## About this task
Transcribe the data underneath exactly, keeping every word in place.
^^^^^^^^
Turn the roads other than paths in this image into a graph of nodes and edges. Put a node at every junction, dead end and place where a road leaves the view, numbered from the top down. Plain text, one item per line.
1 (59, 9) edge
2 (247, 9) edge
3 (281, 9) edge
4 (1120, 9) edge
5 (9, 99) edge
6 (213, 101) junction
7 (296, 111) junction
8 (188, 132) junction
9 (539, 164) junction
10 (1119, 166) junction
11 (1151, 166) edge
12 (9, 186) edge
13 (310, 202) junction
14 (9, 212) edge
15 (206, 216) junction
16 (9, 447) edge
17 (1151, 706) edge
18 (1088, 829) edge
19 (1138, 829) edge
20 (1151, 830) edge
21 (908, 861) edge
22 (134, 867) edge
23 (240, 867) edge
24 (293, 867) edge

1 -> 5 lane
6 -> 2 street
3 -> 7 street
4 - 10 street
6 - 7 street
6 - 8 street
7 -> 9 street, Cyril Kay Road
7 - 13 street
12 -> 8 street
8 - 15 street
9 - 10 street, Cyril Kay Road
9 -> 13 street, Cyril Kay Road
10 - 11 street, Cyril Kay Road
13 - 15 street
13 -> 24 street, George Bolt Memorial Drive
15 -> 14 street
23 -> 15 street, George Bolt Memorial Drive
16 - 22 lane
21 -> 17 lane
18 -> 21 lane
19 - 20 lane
^^^^^^^^
## Exercise solution
Turn the roads other than paths in this image into a graph of nodes and edges. Put a node at every junction, dead end and place where a road leaves the view, numbered from the top down. Plain text, one item per line.
1 (59, 9) edge
2 (247, 9) edge
3 (281, 9) edge
4 (1120, 9) edge
5 (9, 99) edge
6 (213, 101) junction
7 (296, 111) junction
8 (188, 132) junction
9 (539, 164) junction
10 (1119, 166) junction
11 (1151, 166) edge
12 (9, 186) edge
13 (310, 202) junction
14 (9, 212) edge
15 (206, 216) junction
16 (9, 447) edge
17 (1151, 706) edge
18 (1088, 829) edge
19 (1138, 829) edge
20 (1151, 830) edge
21 (908, 861) edge
22 (134, 867) edge
23 (240, 867) edge
24 (293, 867) edge

1 -> 5 lane
6 -> 2 street
3 -> 7 street
4 - 10 street
6 - 7 street
6 - 8 street
7 -> 9 street, Cyril Kay Road
7 - 13 street
12 -> 8 street
8 - 15 street
9 - 10 street, Cyril Kay Road
9 -> 13 street, Cyril Kay Road
10 - 11 street, Cyril Kay Road
13 - 15 street
13 -> 24 street, George Bolt Memorial Drive
15 -> 14 street
23 -> 15 street, George Bolt Memorial Drive
16 - 22 lane
21 -> 17 lane
18 -> 21 lane
19 - 20 lane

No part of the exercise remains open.